§ Exercise requirements
Restate each of the lines below word for word and drop every picture.

§ Data items
◇ ◇ ◇
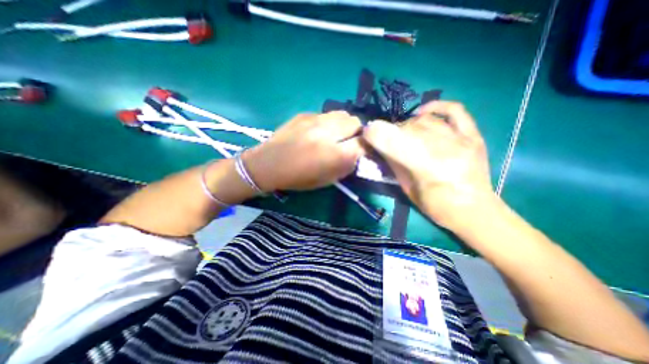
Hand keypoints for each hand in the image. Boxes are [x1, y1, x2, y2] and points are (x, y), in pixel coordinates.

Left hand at [245, 111, 366, 191]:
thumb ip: (346, 166)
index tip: (360, 151)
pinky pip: (326, 114)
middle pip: (356, 122)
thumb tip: (357, 154)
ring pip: (342, 114)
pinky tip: (317, 131)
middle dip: (356, 132)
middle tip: (347, 141)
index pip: (363, 144)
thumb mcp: (327, 180)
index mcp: (335, 154)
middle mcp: (328, 133)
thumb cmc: (298, 178)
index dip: (364, 147)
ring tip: (334, 134)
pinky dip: (328, 122)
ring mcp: (315, 120)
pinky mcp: (305, 114)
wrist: (268, 164)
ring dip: (343, 124)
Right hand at [363, 101, 494, 227]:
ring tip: (403, 134)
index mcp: (426, 167)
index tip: (365, 134)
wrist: (473, 209)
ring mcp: (461, 139)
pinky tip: (422, 112)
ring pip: (424, 121)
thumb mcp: (406, 188)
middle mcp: (444, 148)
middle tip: (386, 140)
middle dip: (390, 132)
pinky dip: (435, 107)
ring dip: (407, 125)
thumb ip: (392, 163)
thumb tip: (377, 145)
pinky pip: (454, 110)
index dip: (374, 133)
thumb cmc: (435, 205)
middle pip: (408, 128)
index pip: (393, 140)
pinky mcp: (472, 135)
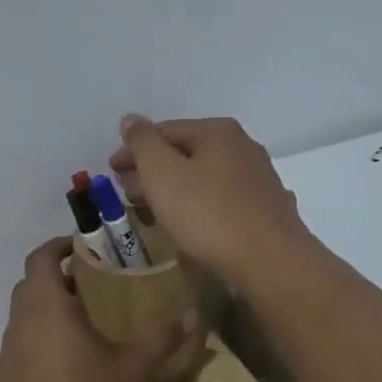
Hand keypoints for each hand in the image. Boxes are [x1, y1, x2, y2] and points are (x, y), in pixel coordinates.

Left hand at [0, 238, 198, 381]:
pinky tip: (62, 378)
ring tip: (81, 331)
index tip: (81, 247)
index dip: (57, 246)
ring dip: (46, 318)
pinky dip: (36, 353)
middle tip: (90, 287)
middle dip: (56, 281)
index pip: (39, 259)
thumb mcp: (135, 371)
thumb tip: (193, 314)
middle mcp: (16, 329)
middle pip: (29, 289)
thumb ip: (163, 337)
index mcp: (45, 311)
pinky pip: (17, 359)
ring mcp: (2, 363)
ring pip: (22, 325)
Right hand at [108, 115, 316, 290]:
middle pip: (186, 153)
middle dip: (153, 170)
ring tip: (154, 209)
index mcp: (218, 131)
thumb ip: (143, 143)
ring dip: (176, 189)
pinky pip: (223, 200)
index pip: (164, 131)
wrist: (271, 262)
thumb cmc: (208, 214)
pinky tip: (193, 223)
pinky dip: (200, 205)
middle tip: (128, 191)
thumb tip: (131, 120)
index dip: (133, 149)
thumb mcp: (163, 173)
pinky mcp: (268, 209)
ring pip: (205, 177)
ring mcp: (260, 178)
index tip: (111, 170)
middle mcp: (243, 147)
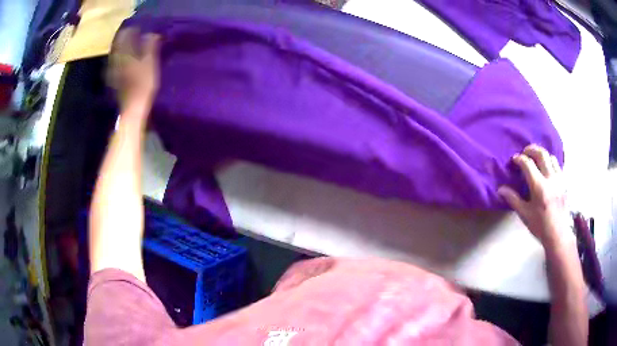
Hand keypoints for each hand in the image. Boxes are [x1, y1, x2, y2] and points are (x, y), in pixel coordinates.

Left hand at [107, 28, 159, 119]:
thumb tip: (151, 33)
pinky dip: (119, 59)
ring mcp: (113, 71)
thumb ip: (150, 47)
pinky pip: (115, 64)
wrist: (132, 109)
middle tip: (132, 33)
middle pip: (118, 44)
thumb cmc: (143, 86)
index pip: (125, 36)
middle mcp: (116, 60)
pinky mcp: (113, 80)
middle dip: (124, 38)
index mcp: (124, 55)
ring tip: (128, 45)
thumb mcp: (150, 64)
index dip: (132, 29)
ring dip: (121, 48)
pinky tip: (123, 60)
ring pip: (115, 54)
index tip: (138, 26)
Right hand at [498, 145, 571, 247]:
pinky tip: (547, 168)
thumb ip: (513, 199)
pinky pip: (558, 165)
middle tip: (524, 152)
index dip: (519, 159)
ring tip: (536, 160)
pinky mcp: (564, 182)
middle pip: (541, 154)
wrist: (558, 235)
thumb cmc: (540, 226)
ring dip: (542, 155)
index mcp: (539, 187)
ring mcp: (559, 179)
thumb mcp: (525, 214)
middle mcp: (550, 179)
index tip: (514, 160)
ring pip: (551, 157)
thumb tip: (500, 189)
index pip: (528, 164)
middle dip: (531, 149)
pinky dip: (550, 162)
◇ ◇ ◇
§ Solution for this task
Hand keypoints for each hand in the image. Boxes are [x1, y1, x2, y2] and points are (x, y), in pixel coordinates.

Left hand at [245, 111, 366, 191]:
thumb ip: (346, 166)
index tip: (360, 151)
pinky pip: (326, 114)
middle pip: (356, 122)
thumb tip: (357, 154)
ring pip: (342, 114)
pinky tip: (317, 131)
middle dip: (356, 132)
middle tip: (347, 141)
index pip: (363, 144)
thumb mcp: (327, 180)
index mcp: (335, 154)
middle mcp: (328, 133)
thumb cmc: (298, 178)
index dip: (364, 147)
ring tip: (334, 134)
pinky dip: (328, 122)
ring mcp: (315, 120)
pinky mcp: (305, 114)
wrist: (268, 164)
ring dip: (343, 124)
Right hand at [363, 101, 494, 227]:
ring tip: (403, 134)
index mcp: (426, 167)
index tip: (365, 134)
wrist: (473, 209)
ring mcp: (461, 139)
pinky tip: (422, 112)
ring pip: (424, 121)
thumb mcp: (406, 188)
middle mcp: (444, 148)
middle tip: (386, 140)
middle dip: (390, 132)
pinky dip: (435, 107)
ring dip: (407, 125)
thumb ip: (392, 163)
thumb tip: (377, 145)
pinky pip: (454, 110)
index dip: (374, 133)
thumb cmc: (435, 205)
middle pip: (408, 128)
index pip: (393, 140)
pinky mcp: (472, 135)
Hand keypoints for each hand in the image. Boxes are [x1, y1, x2, y2] and points are (x, y), in pixel coordinates.

Left hand at [0, 238, 198, 381]:
pinky tip: (62, 378)
ring tip: (81, 331)
index tip: (81, 247)
index dip: (57, 246)
ring dip: (46, 318)
pinky dip: (36, 353)
middle tip: (90, 287)
middle dip: (56, 281)
index pip: (39, 259)
thumb mcp: (135, 371)
thumb tip: (193, 314)
middle mcp: (16, 329)
middle pip: (29, 289)
thumb ip: (163, 337)
index mcp: (45, 311)
pinky pip: (17, 359)
ring mcp: (2, 363)
ring pip: (22, 325)
Right hand at [108, 115, 316, 290]:
middle pip: (186, 153)
middle dip: (153, 170)
ring tip: (154, 209)
index mcp: (218, 131)
thumb ip: (143, 143)
ring dip: (176, 189)
pinky pip: (223, 200)
index pip: (164, 131)
wrist: (271, 262)
thumb cmc: (208, 214)
pinky tip: (193, 223)
pinky dip: (200, 205)
middle tip: (128, 191)
thumb tip: (131, 120)
index dip: (133, 149)
thumb mcp: (163, 173)
pinky mcp: (268, 209)
ring pip: (205, 177)
ring mcp: (260, 178)
index tip: (111, 170)
middle mcp: (243, 147)
Hand keypoints for each hand in the image. Boxes are [x1, y1, x2, y2] and points are (x, y), in pixel coordinates.

Left hand at [107, 28, 159, 119]:
thumb tip: (151, 33)
pinky dip: (119, 59)
ring mcp: (113, 71)
thumb ip: (150, 47)
pinky pip: (115, 64)
wrist: (132, 109)
middle tip: (132, 33)
middle pip: (118, 44)
thumb cmc: (143, 86)
index pip: (125, 36)
middle mcp: (116, 60)
pinky mcp: (113, 80)
middle dip: (124, 38)
index mcp: (124, 55)
ring tip: (128, 45)
thumb mcp: (150, 64)
index dip: (132, 29)
ring dip: (121, 48)
pinky tip: (123, 60)
ring pip: (115, 54)
index tip: (138, 26)
Right hand at [498, 145, 571, 247]:
pinky tip: (547, 168)
thumb ip: (513, 199)
pinky pip: (558, 165)
middle tip: (524, 152)
index dip: (519, 159)
ring tip: (536, 160)
pinky mcp: (564, 182)
middle pip: (541, 154)
wrist: (558, 235)
thumb cmc: (540, 226)
ring dip: (542, 155)
index mcp: (539, 187)
ring mcp: (559, 179)
thumb mcp: (525, 214)
middle mcp: (550, 179)
index tip: (514, 160)
ring pip: (551, 157)
thumb tip: (500, 189)
index pip: (528, 164)
middle dip: (531, 149)
pinky dip: (550, 162)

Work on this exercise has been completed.